Mark Ferguson (born 22 February 1966) is an Australian television news presenter, who currently presents Seven News in Sydney on weeknights.

He was previously a senior news presenter with Nine News Sydney.

==Career==
After working with regional stations in New South Wales and Queensland, Ferguson joined the Seven Network in 1989 and reported for a number of Seven News programs, including 11AM and Hinch.

He moved to Sydney in 1991, before moving to the Nine Network in 1992. At Nine he became London correspondent and reported from the UK on a number of major stories including the death of Princess Diana.

In 1997, he returned to Sydney as a reporter and in 2001 became a presenter, initially on the National Nine Early News at 6 am, and later the National Nine Morning News at 11 am.
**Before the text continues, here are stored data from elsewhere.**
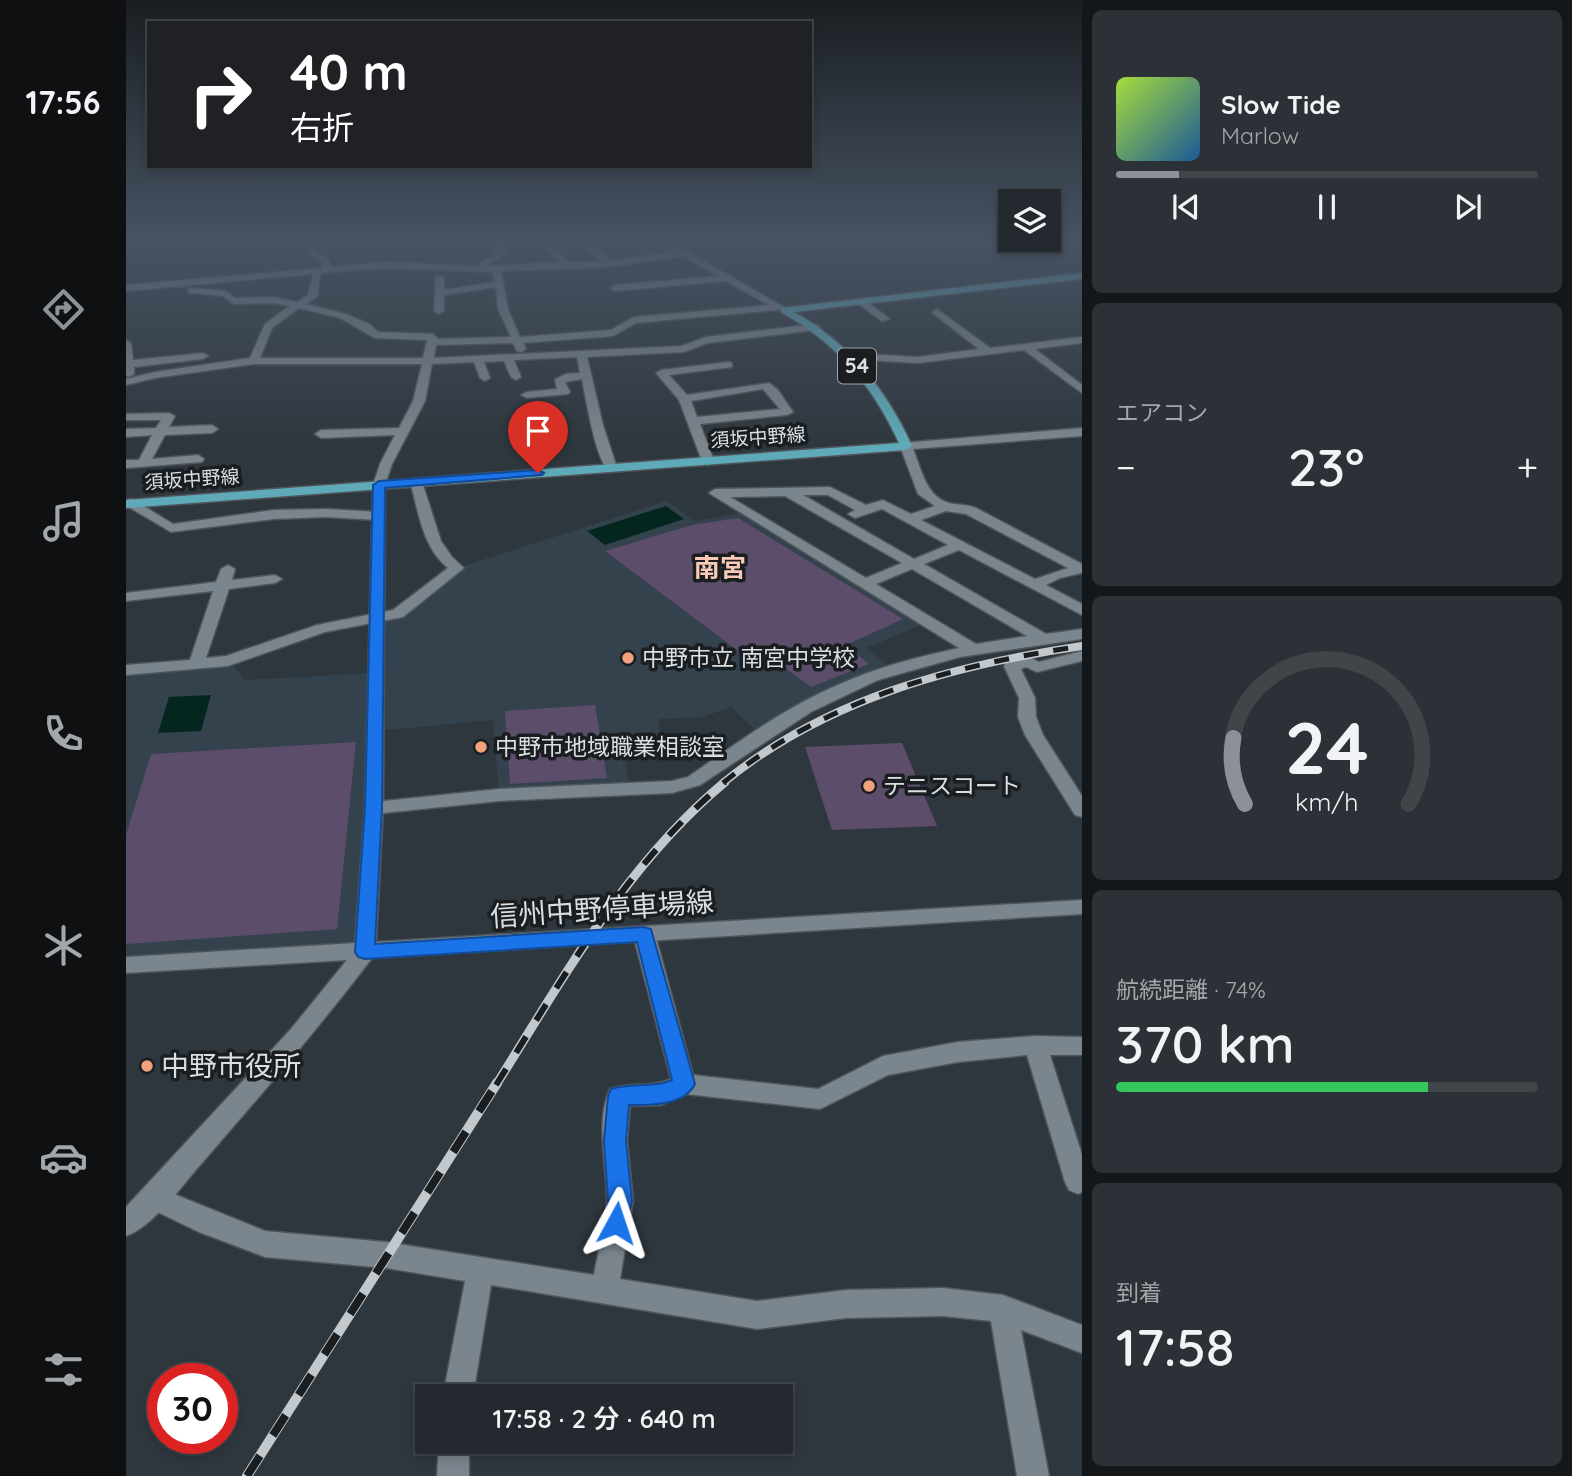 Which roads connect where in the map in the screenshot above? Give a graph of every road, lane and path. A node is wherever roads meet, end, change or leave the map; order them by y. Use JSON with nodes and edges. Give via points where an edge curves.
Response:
{"nodes":[{"id":1,"x":295,"y":307,"type":"edge"},
{"id":2,"x":306,"y":307,"type":"edge"},
{"id":3,"x":439,"y":307,"type":"edge"},
{"id":4,"x":503,"y":307,"type":"edge"},
{"id":5,"x":794,"y":307,"type":"edge"},
{"id":6,"x":868,"y":307,"type":"edge"},
{"id":7,"x":781,"y":308,"type":"junction"},
{"id":8,"x":439,"y":311,"type":"dead end"},
{"id":9,"x":937,"y":312,"type":"dead end"},
{"id":10,"x":885,"y":319,"type":"dead end"},
{"id":11,"x":815,"y":327,"type":"junction"},
{"id":12,"x":697,"y":334,"type":"junction"},
{"id":13,"x":516,"y":340,"type":"junction"},
{"id":14,"x":1082,"y":340,"type":"edge"},
{"id":15,"x":432,"y":342,"type":"junction"},
{"id":16,"x":126,"y":343,"type":"edge"},
{"id":17,"x":1026,"y":347,"type":"junction"},
{"id":18,"x":986,"y":350,"type":"junction"},
{"id":19,"x":581,"y":353,"type":"junction"},
{"id":20,"x":524,"y":355,"type":"junction"},
{"id":21,"x":203,"y":356,"type":"dead end"},
{"id":22,"x":507,"y":356,"type":"junction"},
{"id":23,"x":850,"y":356,"type":"junction"},
{"id":24,"x":718,"y":358,"type":"dead end"},
{"id":25,"x":478,"y":359,"type":"junction"},
{"id":26,"x":254,"y":361,"type":"junction"},
{"id":27,"x":429,"y":361,"type":"junction"},
{"id":28,"x":129,"y":364,"type":"junction"},
{"id":29,"x":587,"y":376,"type":"junction"},
{"id":30,"x":516,"y":377,"type":"dead end"},
{"id":31,"x":485,"y":378,"type":"dead end"},
{"id":32,"x":127,"y":382,"type":"edge"},
{"id":33,"x":1081,"y":388,"type":"edge"},
{"id":34,"x":527,"y":395,"type":"dead end"},
{"id":35,"x":684,"y":399,"type":"junction"},
{"id":36,"x":126,"y":417,"type":"edge"},
{"id":37,"x":694,"y":421,"type":"junction"},
{"id":38,"x":212,"y":429,"type":"dead end"},
{"id":39,"x":402,"y":431,"type":"junction"},
{"id":40,"x":160,"y":432,"type":"junction"},
{"id":41,"x":1082,"y":432,"type":"edge"},
{"id":42,"x":126,"y":433,"type":"edge"},
{"id":43,"x":321,"y":434,"type":"dead end"},
{"id":44,"x":906,"y":446,"type":"junction"},
{"id":45,"x":198,"y":459,"type":"dead end"},
{"id":46,"x":708,"y":460,"type":"junction"},
{"id":47,"x":143,"y":463,"type":"junction"},
{"id":48,"x":126,"y":464,"type":"edge"},
{"id":49,"x":611,"y":468,"type":"junction"},
{"id":50,"x":416,"y":482,"type":"junction"},
{"id":51,"x":379,"y":485,"type":"junction"},
{"id":52,"x":788,"y":492,"type":"junction"},
{"id":53,"x":129,"y":503,"type":"edge"},
{"id":54,"x":945,"y":507,"type":"junction"},
{"id":55,"x":865,"y":510,"type":"junction"},
{"id":56,"x":378,"y":516,"type":"junction"},
{"id":57,"x":910,"y":519,"type":"junction"},
{"id":58,"x":839,"y":520,"type":"junction"},
{"id":59,"x":960,"y":545,"type":"junction"},
{"id":60,"x":913,"y":564,"type":"junction"},
{"id":61,"x":228,"y":569,"type":"dead end"},
{"id":62,"x":1082,"y":569,"type":"edge"},
{"id":63,"x":275,"y":579,"type":"dead end"},
{"id":64,"x":864,"y":584,"type":"junction"},
{"id":65,"x":1035,"y":585,"type":"junction"},
{"id":66,"x":222,"y":586,"type":"junction"},
{"id":67,"x":126,"y":597,"type":"edge"},
{"id":68,"x":1082,"y":610,"type":"edge"},
{"id":69,"x":379,"y":619,"type":"junction"},
{"id":70,"x":1082,"y":634,"type":"edge"},
{"id":71,"x":1042,"y":638,"type":"junction"},
{"id":72,"x":972,"y":649,"type":"junction"},
{"id":73,"x":1082,"y":656,"type":"edge"},
{"id":74,"x":196,"y":665,"type":"junction"},
{"id":75,"x":126,"y":670,"type":"edge"},
{"id":76,"x":374,"y":808,"type":"junction"},
{"id":77,"x":1082,"y":811,"type":"edge"},
{"id":78,"x":1082,"y":907,"type":"edge"},
{"id":79,"x":644,"y":934,"type":"junction"},
{"id":80,"x":365,"y":952,"type":"junction"},
{"id":81,"x":126,"y":965,"type":"edge"},
{"id":82,"x":1035,"y":1045,"type":"junction"},
{"id":83,"x":1082,"y":1046,"type":"edge"},
{"id":84,"x":684,"y":1084,"type":"junction"},
{"id":85,"x":1078,"y":1182,"type":"dead end"},
{"id":86,"x":135,"y":1212,"type":"edge"},
{"id":87,"x":480,"y":1272,"type":"junction"},
{"id":88,"x":605,"y":1289,"type":"junction"},
{"id":89,"x":1003,"y":1309,"type":"junction"},
{"id":90,"x":1082,"y":1339,"type":"edge"},
{"id":91,"x":460,"y":1384,"type":"edge"},
{"id":92,"x":454,"y":1454,"type":"edge"},
{"id":93,"x":453,"y":1476,"type":"edge"},
{"id":94,"x":1033,"y":1476,"type":"edge"}],
"edges":[{"from":1,"to":26,"type":"street","via":[[270,322]]},
{"from":2,"to":15,"type":"street","via":[[343,316],[375,335],[430,335]]},
{"from":3,"to":8,"type":"street"},
{"from":4,"to":13,"type":"street"},
{"from":5,"to":7,"type":"main road"},
{"from":6,"to":10,"type":"street"},
{"from":7,"to":11,"type":"main road","number":"54"},
{"from":7,"to":12,"type":"street"},
{"from":9,"to":18,"type":"street"},
{"from":11,"to":12,"type":"street","via":[[792,332]]},
{"from":11,"to":23,"type":"main road","number":"54"},
{"from":12,"to":13,"type":"street","via":[[634,320],[613,333]]},
{"from":12,"to":19,"type":"street","via":[[676,350]]},
{"from":13,"to":15,"type":"street"},
{"from":13,"to":20,"type":"street"},
{"from":14,"to":17,"type":"street"},
{"from":15,"to":27,"type":"street"},
{"from":16,"to":28,"type":"street"},
{"from":17,"to":18,"type":"street"},
{"from":17,"to":33,"type":"street"},
{"from":18,"to":23,"type":"street","via":[[918,360]]},
{"from":19,"to":20,"type":"street"},
{"from":19,"to":29,"type":"street"},
{"from":20,"to":22,"type":"street"},
{"from":21,"to":28,"type":"street"},
{"from":22,"to":25,"type":"street"},
{"from":22,"to":30,"type":"street"},
{"from":23,"to":44,"type":"main road","number":"54"},
{"from":24,"to":35,"type":"street","via":[[727,365],[661,373]]},
{"from":25,"to":27,"type":"street"},
{"from":25,"to":31,"type":"street"},
{"from":26,"to":27,"type":"street"},
{"from":26,"to":32,"type":"street"},
{"from":27,"to":39,"type":"street","via":[[419,401]]},
{"from":28,"to":32,"type":"street"},
{"from":29,"to":34,"type":"street","via":[[559,381],[564,392]]},
{"from":29,"to":49,"type":"street","via":[[599,439]]},
{"from":35,"to":37,"type":"street"},
{"from":35,"to":37,"type":"street","via":[[765,385],[787,412]]},
{"from":36,"to":40,"type":"street","via":[[169,416]]},
{"from":37,"to":46,"type":"street"},
{"from":38,"to":40,"type":"street"},
{"from":39,"to":43,"type":"street"},
{"from":39,"to":51,"type":"street"},
{"from":40,"to":42,"type":"street"},
{"from":40,"to":47,"type":"street"},
{"from":41,"to":44,"type":"street"},
{"from":44,"to":46,"type":"main road","name":"須坂中野線"},
{"from":44,"to":54,"type":"street","via":[[925,494]]},
{"from":45,"to":47,"type":"street"},
{"from":46,"to":49,"type":"main road","name":"須坂中野線"},
{"from":47,"to":48,"type":"street"},
{"from":49,"to":50,"type":"main road","name":"須坂中野線"},
{"from":50,"to":51,"type":"main road","name":"須坂中野線"},
{"from":50,"to":69,"type":"street","via":[[428,531],[446,561],[457,568],[412,605]]},
{"from":51,"to":53,"type":"main road","name":"須坂中野線"},
{"from":51,"to":56,"type":"street"},
{"from":52,"to":55,"type":"street","via":[[830,491]]},
{"from":52,"to":58,"type":"street"},
{"from":52,"to":64,"type":"street","via":[[715,493]]},
{"from":53,"to":56,"type":"street","via":[[171,528],[264,514]]},
{"from":54,"to":57,"type":"street"},
{"from":54,"to":62,"type":"street","via":[[971,511]]},
{"from":55,"to":57,"type":"street","via":[[883,504]]},
{"from":55,"to":58,"type":"street"},
{"from":56,"to":69,"type":"street"},
{"from":57,"to":59,"type":"street"},
{"from":58,"to":60,"type":"street"},
{"from":59,"to":60,"type":"street"},
{"from":59,"to":65,"type":"street"},
{"from":60,"to":64,"type":"street"},
{"from":60,"to":71,"type":"street"},
{"from":61,"to":66,"type":"street"},
{"from":62,"to":65,"type":"street"},
{"from":63,"to":66,"type":"street"},
{"from":64,"to":72,"type":"street"},
{"from":65,"to":68,"type":"street"},
{"from":66,"to":67,"type":"street"},
{"from":66,"to":74,"type":"street"},
{"from":69,"to":74,"type":"street","via":[[346,622],[228,662]]},
{"from":69,"to":76,"type":"street"},
{"from":70,"to":71,"type":"street"},
{"from":71,"to":72,"type":"street"},
{"from":72,"to":76,"type":"street","via":[[893,669],[843,688],[694,781],[672,787],[499,795]]},
{"from":73,"to":77,"type":"street","via":[[1037,667],[1029,662],[1012,666],[1027,698],[1027,717],[1034,735]]},
{"from":74,"to":75,"type":"street"},
{"from":76,"to":80,"type":"street"},
{"from":78,"to":79,"type":"street","name":"信州中野停車場線"},
{"from":79,"to":80,"type":"street","name":"信州中野停車場線"},
{"from":79,"to":84,"type":"street"},
{"from":80,"to":81,"type":"street","name":"信州中野停車場線"},
{"from":80,"to":86,"type":"street","via":[[299,1036]]},
{"from":82,"to":83,"type":"street"},
{"from":82,"to":84,"type":"street","via":[[958,1052],[883,1066],[820,1099]]},
{"from":82,"to":85,"type":"street"},
{"from":84,"to":88,"type":"street","via":[[661,1095],[619,1096],[615,1141],[620,1201]]},
{"from":86,"to":87,"type":"street","via":[[208,1223],[265,1244],[369,1252]]},
{"from":87,"to":88,"type":"street"},
{"from":87,"to":91,"type":"street"},
{"from":88,"to":89,"type":"street","via":[[757,1315],[846,1304],[943,1302]]},
{"from":89,"to":90,"type":"street"},
{"from":89,"to":94,"type":"street"},
{"from":92,"to":93,"type":"street"}]}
In 2003, he became the weekend presenter of National Nine News Sydney, occasionally filling in for Jim Waley on weeknights whenever required. He presented the flagship 6:00 pm weeknight news in Waley's absence in the final quarter of 2003 when he took leave to battle skin cancer, and during the 2004–2005 non-ratings period, in which the 2004 Boxing Day tsunami disaster in south-east Asia occurred. His efforts during this coverage, which drew high ratings for Nine, saw him retain the main weeknight presenting role on a permanent basis, replacing Waley, under whom the bulletin had retained a comfortable ratings lead following the retirement of Brian Henderson in 2002. However, due to dwindling ratings at the Nine Network, Ferguson was replaced by Peter Overton in January 2009 and demoted back to his former weekend presenting role.

In July 2009, it was revealed that Ferguson would move to Seven News from October. Ferguson, who had been with Nine for 17 years, was removed immediately from the weekend bulletin, and was replaced by Georgie Gardner. He continued to present the news on This Afternoon, and then on Nine Afternoon News until September 2009.

In September 2009, he signed off Nine News for the final time, after more than 17 years with the network. He then presented the weekend bulletin on Seven News Sydney, replacing Chris Bath who took over from Ian Ross.

Ferguson also presented Sunday Night while Chris Bath was at the 2012 London Olympics.

In January 2014, Ferguson was appointed weeknight presenter for Seven News Sydney replacing Chris Bath.